Предупреждённый, что он обязан говорить правду при перекрёстном допросе, Бруно воскликнул:

   — Да, я буду говорить правду! Мне часто угрожали Инквизицией, и я принимал эти угрозы за шутку. Я готов сообщить о себе всё.

Он стал рассказывать свою жизнь. Начал с того, как во Франкфурте получил от синьора Джованни Мочениго приглашение приехать к нему в Венецию.

   — Он писал, что будет меня всемерно поддерживать и постарается, чтобы я им был доволен. Но вышло всё иначе. Мочениго оказался невыносимым человеком и в конце концов из-за своей подозрительности помешал мне уехать.

Потом обвиняемый рассказал о своём детстве, проведённом в Ноле и Неаполе, о том, как в пятнадцать лет стал доминиканцем, как позднее был посвящён в духовный сан и, приняв священство, служил свою первую мессу в монастыре Святого Варфоломея в Кампанье, на территории Неаполитанского королевства.
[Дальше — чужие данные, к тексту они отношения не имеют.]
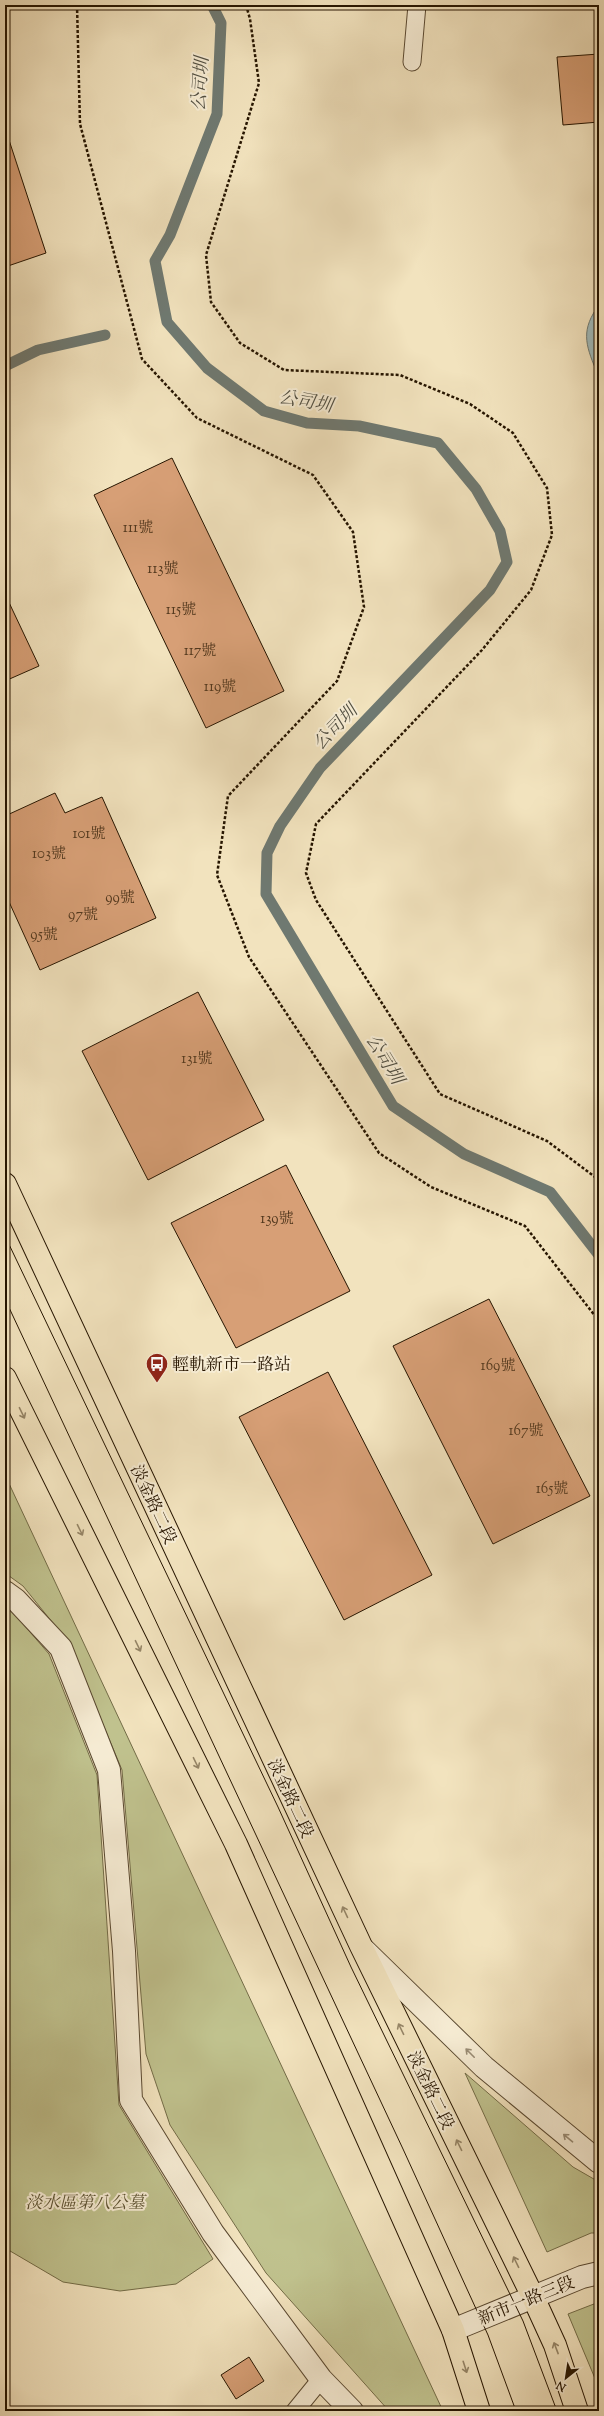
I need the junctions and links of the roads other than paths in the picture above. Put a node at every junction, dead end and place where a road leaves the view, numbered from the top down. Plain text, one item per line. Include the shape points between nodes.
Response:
1 (417, 5) edge
2 (412, 62) dead end
3 (5, 1184) edge
4 (5, 1378) edge
5 (5, 1592) edge
6 (361, 1946) junction
7 (599, 2162) edge
8 (599, 2273) edge
9 (533, 2297) junction
10 (453, 2330) junction
11 (321, 2380) junction
12 (348, 2410) edge
13 (295, 2411) edge
14 (479, 2411) edge
15 (577, 2411) edge

1 - 2 lane
6 -> 3 main road, 淡金路二段
4 -> 10 main road via 236,1844
5 - 11 street via 16,1600 61,1648 109,1770 124,1951 131,2100 213,2233
7 -> 6 street via 484,2067
9 -> 6 main road, 淡金路二段
8 - 9 street, 新市一路三段
9 - 10 street, 新市一路三段
15 -> 9 main road, 淡金路二段 via 555,2345
10 -> 14 main road
11 - 12 street
11 - 13 lane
До 1576 года он носил рясу доминиканца, совершал богослужения и был в послушании у всех, кто старше его саном, и у настоятелей монастырей, в которых он жил. В Неаполе против него из-за каких-то пустяков возбудили судебное дело.

вернуться

194

...числом любовниц ещё не сравнялся с царём Соломоном... — Соломон — царь израильско-иудейского царства в 965 — 928 гг. до н. э., сын Давида. Славился необыкновенной мудростью.